Michael Smith was a man who had already won at life.
At twenty-eight, his name carried weight in business circles across the country. A self-made millionaire—no, a soon-to-be billionaire—he was the founder and CEO of Smith Enterprises, a multinational conglomerate that had expanded from tech to finance, real estate, and defense logistics in less than a decade.
Magazines called him a genius. Rivals called him a monster.
Employees called him a legend.
And yet, when night fell and the city lights dimmed, Michael Smith had no one waiting for him.
No family.
No lover.
No home filled with warmth.
An orphan from birth, Michael had grown up moving between foster homes and orphanages. He learned early that dependence was weakness and emotions were liabilities. The world rewarded only those who took without hesitation.
So he took.
At sixteen, he started coding and selling security software.
At nineteen, he dropped out of university.
At twenty-one, he founded his first company.
At twenty-five, he crushed his competitors.
At twenty-eight, he owned the world—or at least a large part of it.
Love never interested him. Friendships felt inefficient. Marriage was nothing more than a contract with unnecessary emotional risk.
Money, power, control—that was enough.
Tonight, Michael was driving away from the city, his sleek black luxury car cutting through the empty mountain road. Tall pine trees flanked both sides, their shadows stretching endlessly under the moonlight.
This villa—hidden deep within the mountains—was his private escape. A place where even paparazzi and corporate spies couldn't reach him. A reward he gave himself once or twice a year.
The engine hummed smoothly as Michael rested one hand on the steering wheel, his sharp gray eyes focused on the road ahead.
The silence didn't bother him.
It never had.
His phone vibrated once on the dashboard. A notification from his legal team.
> "As per your instructions, all company shares will be transferred to registered orphanages and international charities in the event of your death."
Michael glanced at the message briefly, then dismissed it.
No hesitation.
No second thoughts.
If he died tomorrow, his wealth would go where it should—to children who had started life the same way he did. He had already climbed out of that pit. Whether others succeeded or failed afterward was their choice.
He owed nothing to this world.
Suddenly—
KRRRRCH!
A sharp metallic sound tore through the night.
Michael's eyes narrowed.
The brake pedal went soft beneath his foot.
"…Brake failure?"
He pressed harder.
Nothing.
The speedometer climbed rapidly as the road curved sharply ahead. A cliff loomed on the right, hidden by darkness and mist.

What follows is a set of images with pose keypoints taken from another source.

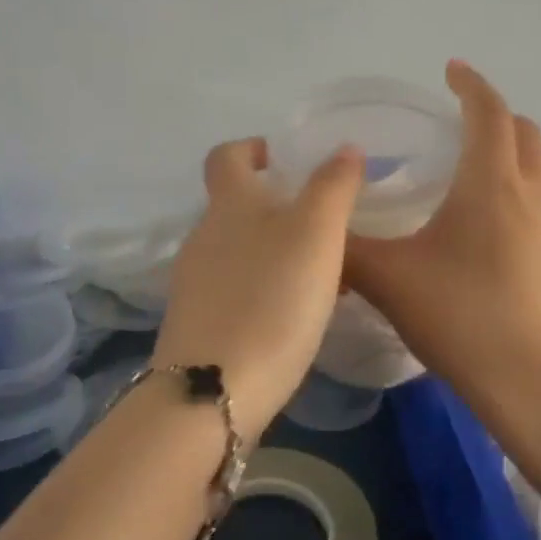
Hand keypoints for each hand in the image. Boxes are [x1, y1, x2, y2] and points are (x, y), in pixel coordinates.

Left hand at [153, 138, 363, 435]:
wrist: (214, 391)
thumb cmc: (272, 299)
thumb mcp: (316, 233)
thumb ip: (333, 186)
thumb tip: (344, 149)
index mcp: (229, 205)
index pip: (226, 156)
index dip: (251, 148)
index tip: (282, 158)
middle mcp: (204, 237)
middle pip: (235, 206)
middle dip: (275, 205)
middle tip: (323, 221)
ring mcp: (195, 284)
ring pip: (239, 251)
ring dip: (275, 250)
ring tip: (320, 272)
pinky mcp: (198, 325)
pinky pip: (236, 289)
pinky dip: (265, 288)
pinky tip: (294, 314)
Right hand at [344, 61, 540, 420]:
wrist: (540, 384)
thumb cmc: (463, 316)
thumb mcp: (390, 280)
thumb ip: (347, 250)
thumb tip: (318, 231)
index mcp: (491, 182)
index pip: (488, 112)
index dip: (470, 84)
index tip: (450, 69)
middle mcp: (531, 195)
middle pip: (524, 133)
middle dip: (494, 115)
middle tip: (458, 122)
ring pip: (535, 172)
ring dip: (507, 158)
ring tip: (466, 177)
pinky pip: (538, 208)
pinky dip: (514, 197)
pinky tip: (483, 235)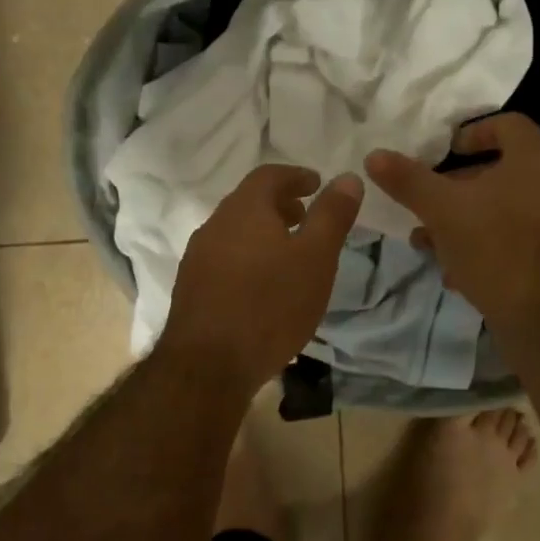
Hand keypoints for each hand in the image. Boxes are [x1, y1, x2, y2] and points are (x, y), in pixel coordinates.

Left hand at [156, 164, 362, 394]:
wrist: (209, 364)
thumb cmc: (271, 305)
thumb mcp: (316, 258)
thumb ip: (332, 215)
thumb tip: (348, 177)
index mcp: (244, 209)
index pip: (269, 175)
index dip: (296, 175)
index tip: (317, 184)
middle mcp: (214, 225)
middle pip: (248, 202)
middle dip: (279, 204)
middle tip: (306, 216)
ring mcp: (197, 258)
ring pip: (234, 232)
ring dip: (263, 232)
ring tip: (288, 254)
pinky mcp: (191, 288)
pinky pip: (224, 259)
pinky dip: (248, 257)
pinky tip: (262, 286)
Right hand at [366, 113, 539, 327]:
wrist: (539, 313)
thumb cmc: (492, 246)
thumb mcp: (441, 209)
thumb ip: (408, 180)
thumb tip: (374, 156)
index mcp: (533, 161)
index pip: (509, 124)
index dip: (475, 130)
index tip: (447, 149)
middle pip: (501, 170)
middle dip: (459, 184)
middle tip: (429, 198)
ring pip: (502, 208)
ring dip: (465, 218)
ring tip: (429, 240)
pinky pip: (512, 237)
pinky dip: (483, 244)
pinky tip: (454, 270)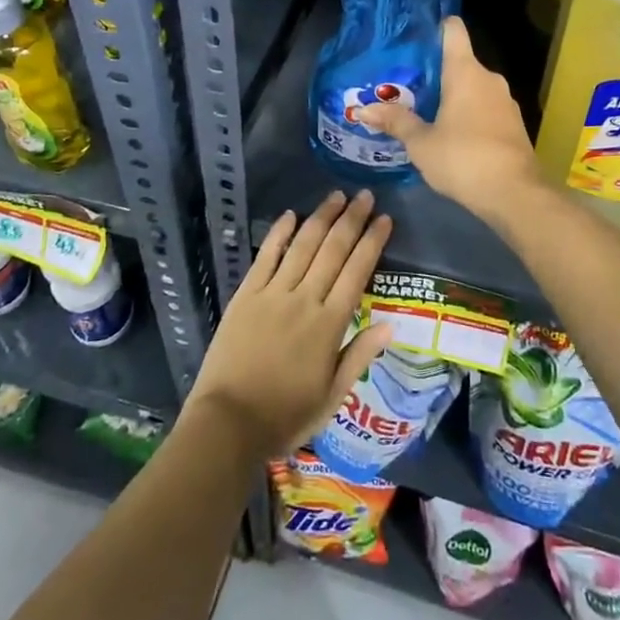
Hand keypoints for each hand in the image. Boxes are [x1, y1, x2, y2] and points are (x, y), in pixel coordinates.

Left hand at [183, 191, 392, 459]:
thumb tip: (391, 324)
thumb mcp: (332, 396)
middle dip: (352, 220)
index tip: (385, 219)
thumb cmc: (285, 416)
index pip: (357, 272)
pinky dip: (279, 233)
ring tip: (337, 196)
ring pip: (303, 246)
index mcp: (330, 325)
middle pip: (333, 250)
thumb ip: (360, 356)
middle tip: (365, 195)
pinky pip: (266, 256)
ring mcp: (273, 293)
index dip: (372, 242)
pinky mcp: (246, 295)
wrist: (228, 423)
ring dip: (321, 218)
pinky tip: (291, 214)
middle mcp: (304, 300)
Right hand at [358, 16, 544, 218]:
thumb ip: (395, 122)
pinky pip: (485, 107)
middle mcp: (489, 78)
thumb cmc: (463, 158)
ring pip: (473, 86)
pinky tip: (450, 132)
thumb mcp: (421, 143)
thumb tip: (363, 109)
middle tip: (405, 84)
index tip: (413, 38)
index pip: (453, 30)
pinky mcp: (513, 124)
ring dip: (452, 95)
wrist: (515, 194)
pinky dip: (468, 113)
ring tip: (423, 109)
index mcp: (465, 71)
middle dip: (434, 71)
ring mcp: (505, 101)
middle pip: (460, 61)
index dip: (434, 27)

Hydraulic failure. No response. No backup system.
A perfect storm of impossibility.
Michael didn't panic.
His mind moved fast—calculating angles, distance, friction, probability. He tried the handbrake.
It snapped uselessly.
The tires screeched as the car skidded across loose gravel.
For the first time in years, something had gone beyond his control.
The car smashed through the safety railing.
Metal twisted. Glass shattered.
Gravity took over.
As the vehicle plunged off the cliff, the world slowed.
Wind roared past him. The mountain spun upside down. The stars blurred into streaks of white.
Michael leaned back against the seat, blood trickling down his forehead, his vision dimming.
And then—
He smiled.
No fear.
No regret.
No unfinished business.
"I lived well," he muttered softly.
No parents to mourn him.
No lover to cry over his grave.
No heirs to fight over his wealth.
Only orphanages that would receive billions.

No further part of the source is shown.